Enter Suboxone. My point with the prior comments is that it is not as if we had great treatments already; the existing treatments for addiction are NOT used by the vast majority of addicts, and even when used the techniques only work in a select, lucky few. Suboxone allows the treatment of opiate addicts FAR earlier in the course of their addiction, before the severe consequences that are necessary for the other treatment options. The ‘drug for a drug’ argument is valid only for those ignorant to the actions of Suboxone; buprenorphine, the active substance in Suboxone, attacks the obsession to use DIRECTLY– in essence treating the very nature of addiction itself. To be frank, it is difficult to imagine a better, or more effective medication to treat opiate dependence—even the withdrawal from buprenorphine that some addicts curse is in reality a blessing, as it assures compliance with the medication. Naltrexone, for example, is an opiate blocker that has NO agonist effects and NO withdrawal; it is largely ineffective for opiates (although it does help with alcoholism) in part because it does not reduce the obsession to use, and in part because it can be discontinued easily, allowing relapse.

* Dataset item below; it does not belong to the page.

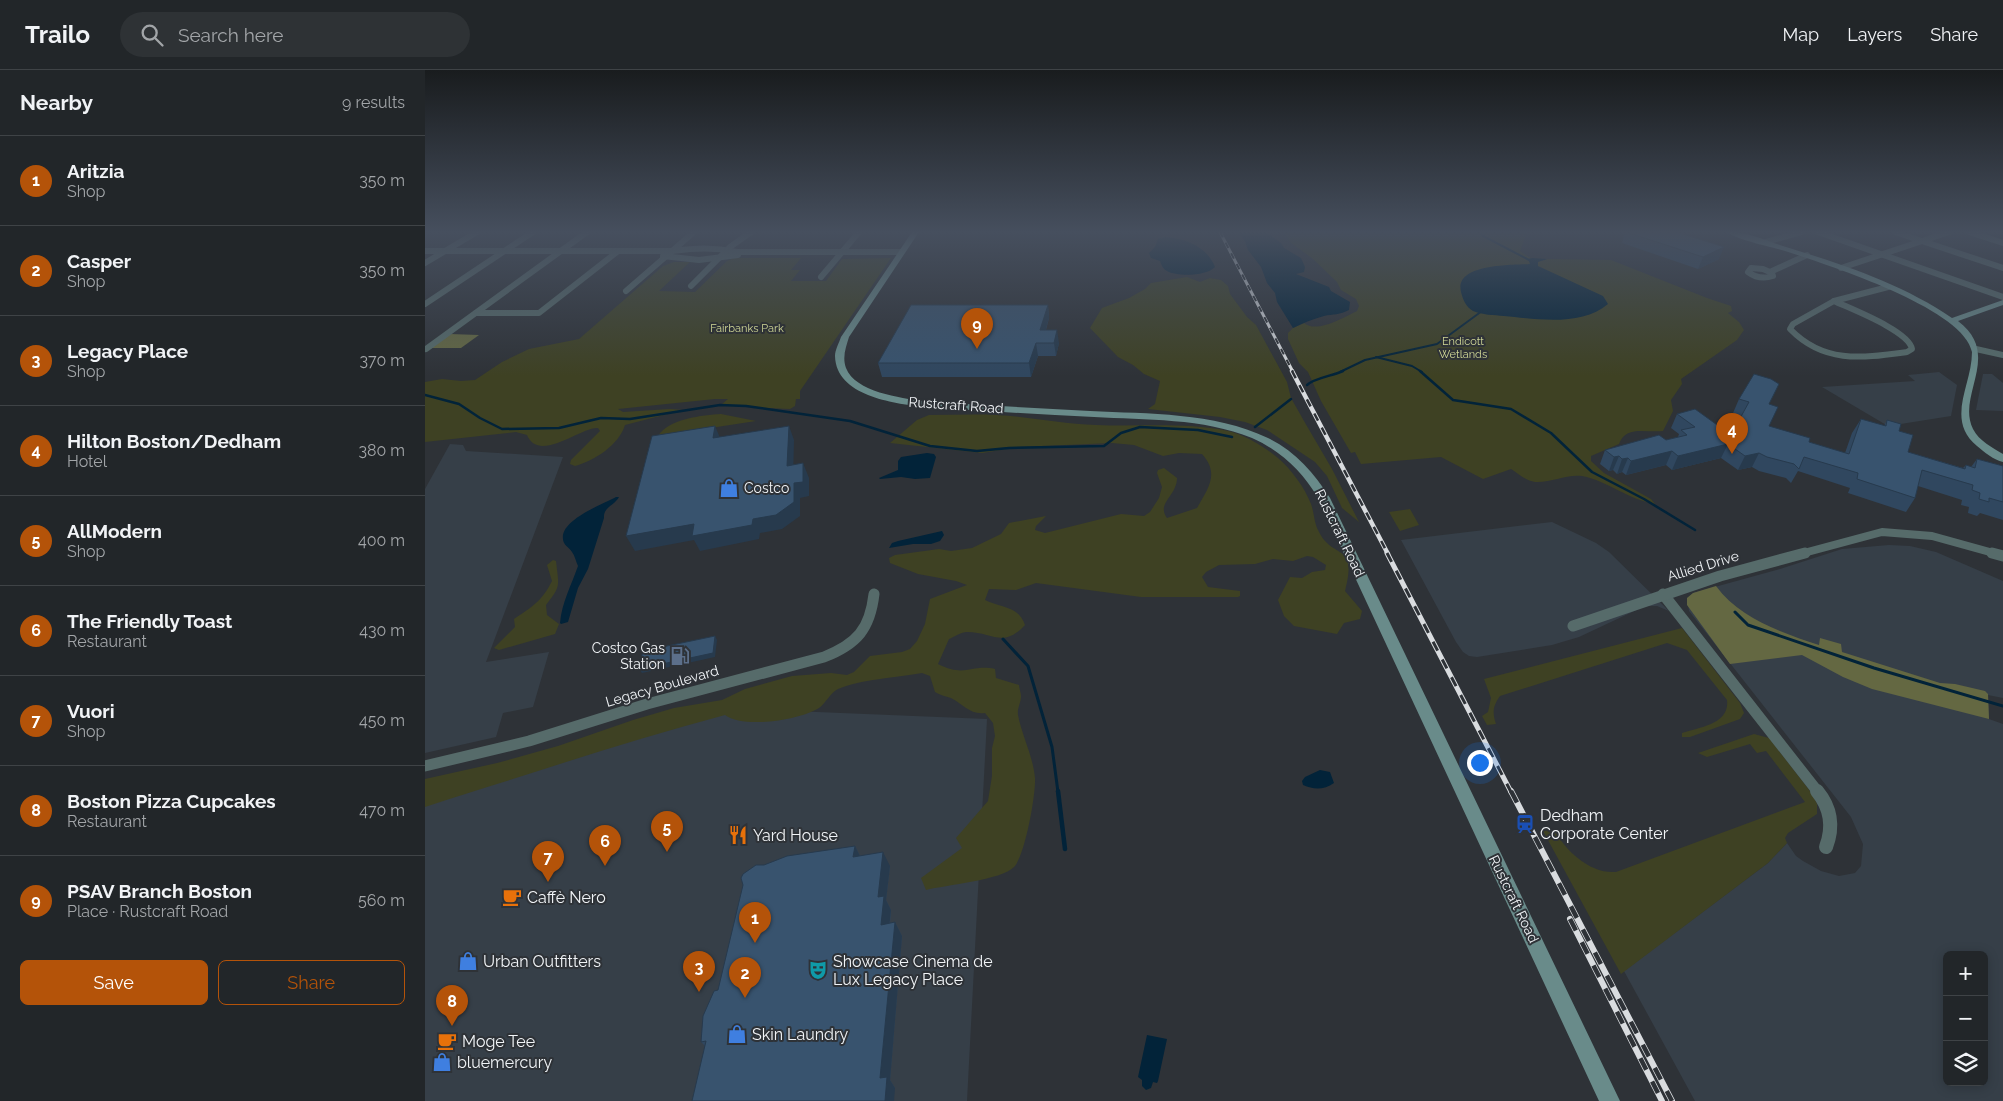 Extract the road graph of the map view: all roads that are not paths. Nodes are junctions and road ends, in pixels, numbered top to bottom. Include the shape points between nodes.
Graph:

Similarly, the comment that buprenorphine should be used ‘only short-term’ is a sure sign of a person who does not read the literature, and who does not understand the disease concept of addiction, but rather is stuck in the world of shame-based treatments. Opiate dependence is a chronic, relapsing, fatal condition—why should it not deserve treatment? Why the concern about being ‘clean’, when we don’t demand the diabetics be ‘clean’ from insulin? But the obvious comparisons aside, the simple fact is that short-term use of Suboxone has clearly been shown to be a waste of time—the relapse rate is virtually 100%! And still, people keep repeating the same thing… that Suboxone use should be ‘short term’. I would love to see those addicts in their docs office, being told that they would receive medication for their heart disease for ‘short term only’—after that they would avoid heart attacks through prayer. The success rate for treating coronary disease with prayer is likely similar to the success rate of short-term use of Suboxone for treatment of addiction!

People on Suboxone: I have seen many patients talked off of their medication by someone on the internet or at NA, only to return to my practice, sheepishly, 6 months later—if they survived the experience. I am not being dramatic; they do NOT all survive being talked off their Suboxone. The people on the web who induce guilt in people on Suboxone are true messengers of death; they do not see, or have any idea, of the lives of the people who they have impacted in such negative ways. Go on any health message board and read the posts over time—you will see people writing about their tapers and relapses for YEARS—and others who simply disappear, no doubt after relapsing and assuming THEY did something wrong. I hold the anti-sub zealots responsible; I have yet to personally meet anyone helped by those people, and I know literally 100’s of patients taking Suboxone, free of guilt and shame, enjoying their lives, and grateful to FINALLY have an effective medication for such a horrible disease.